Consequences of Misdiagnosed Opsoclonus Myoclonus Ataxia Syndrome (OMAS)

OBJECTIVES: To evaluate the impact of misdiagnosis on patients with OMAS, we assessed time to, and disease severity at, OMAS diagnosis for patients initially misdiagnosed v. correctly diagnosed.

METHODS: OMAS Natural History Registry: demographics, family history, disease, and treatment data input by the patient and/or caregiver. Study Population: 122 patients with demographic, family history, disease information. Statistics: Pearson χ², Fisher’s exact (categorical), z-test (proportions), Mann-Whitney U (continuous), Shapiro-Wilk (normality). Matched pairs by exact propensity score matching (PSM) without replacement.

RESULTS: Most (60%) study patients were initially misdiagnosed; this group had a higher proportion of family history autoimmune disease (40% v. 20% correctly diagnosed, p=0.025) and lower proportions of onset by age 3 (82% v. 96% correctly diagnosed, p=0.024) and opsoclonus at onset (52% v. 73% correctly diagnosed, p=0.018). Final PSM, based upon opsoclonus, US residence, onset age, and family history autoimmune disease, yielded 31 pairs. Matched cohorts of misdiagnosed v. correctly diagnosed were not significantly different by demographics, symptoms, or family history. Mitchell-Pike severity scores at diagnosis were not significantly different between cohorts in study or matched samples. Misdiagnosed groups had higher proportions with abnormal mood (study: 100% v. 88% correctly diagnosed, p=0.002; matched: 100% v. 84% correctly diagnosed, p=0.053) and impaired speech (study: 85% v. 67% correctly diagnosed, p=0.027; matched: 87% v. 68% correctly diagnosed, p=0.127) though significance was not reached in the matched set. Mean (median) months to diagnosis was greater in misdiagnosed groups (study: 5.9 (2.0) v. 2.8 (1.0) correctly diagnosed, p<0.001; matched: 4.7 (2.0) v. 3.2 (1.0) correctly diagnosed, p=0.048).

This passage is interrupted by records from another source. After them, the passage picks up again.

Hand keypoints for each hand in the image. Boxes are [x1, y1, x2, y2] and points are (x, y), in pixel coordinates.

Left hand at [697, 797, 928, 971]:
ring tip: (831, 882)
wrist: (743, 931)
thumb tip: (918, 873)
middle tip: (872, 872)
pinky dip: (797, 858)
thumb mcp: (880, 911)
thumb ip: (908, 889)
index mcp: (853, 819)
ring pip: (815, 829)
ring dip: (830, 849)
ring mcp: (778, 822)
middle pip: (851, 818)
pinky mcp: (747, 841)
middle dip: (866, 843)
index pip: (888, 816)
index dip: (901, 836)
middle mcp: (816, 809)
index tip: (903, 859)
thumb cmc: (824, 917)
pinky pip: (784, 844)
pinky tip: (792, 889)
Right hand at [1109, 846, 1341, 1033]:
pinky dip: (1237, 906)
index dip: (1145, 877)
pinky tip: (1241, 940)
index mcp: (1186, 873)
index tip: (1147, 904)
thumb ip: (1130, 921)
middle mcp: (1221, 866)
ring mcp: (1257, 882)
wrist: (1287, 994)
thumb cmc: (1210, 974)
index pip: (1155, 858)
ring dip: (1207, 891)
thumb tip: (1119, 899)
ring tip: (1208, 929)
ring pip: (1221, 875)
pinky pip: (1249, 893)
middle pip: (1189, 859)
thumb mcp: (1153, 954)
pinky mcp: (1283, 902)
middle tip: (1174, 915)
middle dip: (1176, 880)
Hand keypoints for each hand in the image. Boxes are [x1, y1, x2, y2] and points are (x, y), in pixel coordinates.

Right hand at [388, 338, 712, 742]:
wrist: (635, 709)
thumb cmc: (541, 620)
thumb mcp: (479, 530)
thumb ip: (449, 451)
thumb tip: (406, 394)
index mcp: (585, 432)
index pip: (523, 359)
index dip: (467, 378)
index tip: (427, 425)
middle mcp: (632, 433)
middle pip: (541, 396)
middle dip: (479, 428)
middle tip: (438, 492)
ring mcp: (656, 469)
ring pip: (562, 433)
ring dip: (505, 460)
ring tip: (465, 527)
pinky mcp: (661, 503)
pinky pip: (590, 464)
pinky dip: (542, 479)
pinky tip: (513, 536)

CONCLUSIONS: In the OMAS Natural History Registry, patients initially misdiagnosed were delayed in receiving the accurate OMAS diagnosis. Impaired speech and abnormal mood were more common in misdiagnosed cohorts, though significance was only achieved in the starting study population. Enrollment into the registry is ongoing.